W dalszej części swego przemówienia nowo zaprzysiężony prezydent podkreślił mocno konieczność utrzymania jedności kraju, łącznie z Krymem, wypowiedział się przeciw federalizacji i za jednym językiem państwowym przy zachowaniu języków rosyjskiego i mniejszości narodowych. Potwierdził, że Ukraina będzie dążyła do integracji z Unią Europejską. Mówiąc o gospodarce zaznaczył, że u podstaw jej odnowy musi stać walka z korupcją. Wspomniał te o konieczności przeprowadzenia nowych wyborów do lokalnych rad na wschodzie kraju i do Rady Najwyższej.
Poroszenko zakończył swą mowę słowami: "Niech Pan nam błogosławi! Chwała Ukrainie!".
W chwili, gdy prezydent-elekt wchodził do gmachu Rady, jeden z żołnierzy warty honorowej zemdlał i wypadł mu z rąk karabin, co obecni tam dziennikarze odebrali jako dobry znak na przyszłość. Gdy żołnierza ocucono, Poroszenko zaraz podszedł do niego i chwilę z nim porozmawiał.
Po uroczystościach w Radzie Najwyższej nowy szef państwa i najwyższy zwierzchnik sił zbrojnych Ukrainy przeszedł na Plac Sofii (Mądrości Bożej), gdzie odmówiono modlitwę za Ukrainę z udziałem przedstawicieli różnych wyznań i religii.
W liście gratulacyjnym do nowego prezydenta przewodniczący episkopatu rzymskokatolickiego abp Mieczysław Mokrzycki życzył mu, aby w swoich działaniach kierował się natchnieniem Ducha Świętego i aby Boże błogosławieństwo towarzyszyło mu w służbie na rzecz wspólnego dobra.
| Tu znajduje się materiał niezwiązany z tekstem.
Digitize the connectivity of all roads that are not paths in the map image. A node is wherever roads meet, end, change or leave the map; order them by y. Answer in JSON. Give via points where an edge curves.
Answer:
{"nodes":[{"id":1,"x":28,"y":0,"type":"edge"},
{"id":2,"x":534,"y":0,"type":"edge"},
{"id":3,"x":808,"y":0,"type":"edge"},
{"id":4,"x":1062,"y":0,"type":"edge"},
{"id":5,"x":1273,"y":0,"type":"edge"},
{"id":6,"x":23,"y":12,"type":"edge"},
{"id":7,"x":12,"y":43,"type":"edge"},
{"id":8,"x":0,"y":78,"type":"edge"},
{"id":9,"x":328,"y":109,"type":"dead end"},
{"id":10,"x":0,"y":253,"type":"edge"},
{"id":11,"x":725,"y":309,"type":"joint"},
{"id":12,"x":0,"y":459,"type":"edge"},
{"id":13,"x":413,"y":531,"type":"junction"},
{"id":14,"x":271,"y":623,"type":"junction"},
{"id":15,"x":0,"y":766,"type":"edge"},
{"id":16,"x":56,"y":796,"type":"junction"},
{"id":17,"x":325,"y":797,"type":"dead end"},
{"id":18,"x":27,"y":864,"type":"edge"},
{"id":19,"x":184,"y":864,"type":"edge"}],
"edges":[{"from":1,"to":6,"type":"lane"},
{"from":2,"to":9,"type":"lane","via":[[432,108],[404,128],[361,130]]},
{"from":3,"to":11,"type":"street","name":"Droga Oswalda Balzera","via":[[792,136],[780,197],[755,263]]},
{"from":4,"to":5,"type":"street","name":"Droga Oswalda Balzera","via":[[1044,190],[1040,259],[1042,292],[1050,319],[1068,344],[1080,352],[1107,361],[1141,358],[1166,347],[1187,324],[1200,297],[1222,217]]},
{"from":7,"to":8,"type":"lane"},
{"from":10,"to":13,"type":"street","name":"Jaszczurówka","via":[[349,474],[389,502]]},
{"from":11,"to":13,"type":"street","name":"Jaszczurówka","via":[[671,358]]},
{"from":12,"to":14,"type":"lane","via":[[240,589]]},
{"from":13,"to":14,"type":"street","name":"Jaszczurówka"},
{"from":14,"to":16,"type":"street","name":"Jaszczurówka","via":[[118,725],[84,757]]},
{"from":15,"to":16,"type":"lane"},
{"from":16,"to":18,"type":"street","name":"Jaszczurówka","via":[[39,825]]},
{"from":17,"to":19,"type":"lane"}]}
Zapewnił także o duchowym wsparciu pasterzy i wiernych Kościoła łacińskiego w procesie budowania jedności narodu i poszukiwania pokojowych rozwiązań dla obecnej sytuacji w kraju.
Komentując wcześniej wynik wyborów z 25 maja, metropolita lwowski podkreślił, że Poroszenko jest człowiekiem wierzącym w Boga i wyraził nadzieję, że spełni on oczekiwania narodu i wspólnoty Kościoła. „Ufamy, że nasza współpraca będzie dobra, ponieważ będziemy starali się pomóc mu w formowaniu moralnym obywateli Ukrainy. Myślę, że ta współpraca będzie także na płaszczyźnie charytatywnej. I tutaj widzę wielką rolę Kościoła” - stwierdził abp Mokrzycki.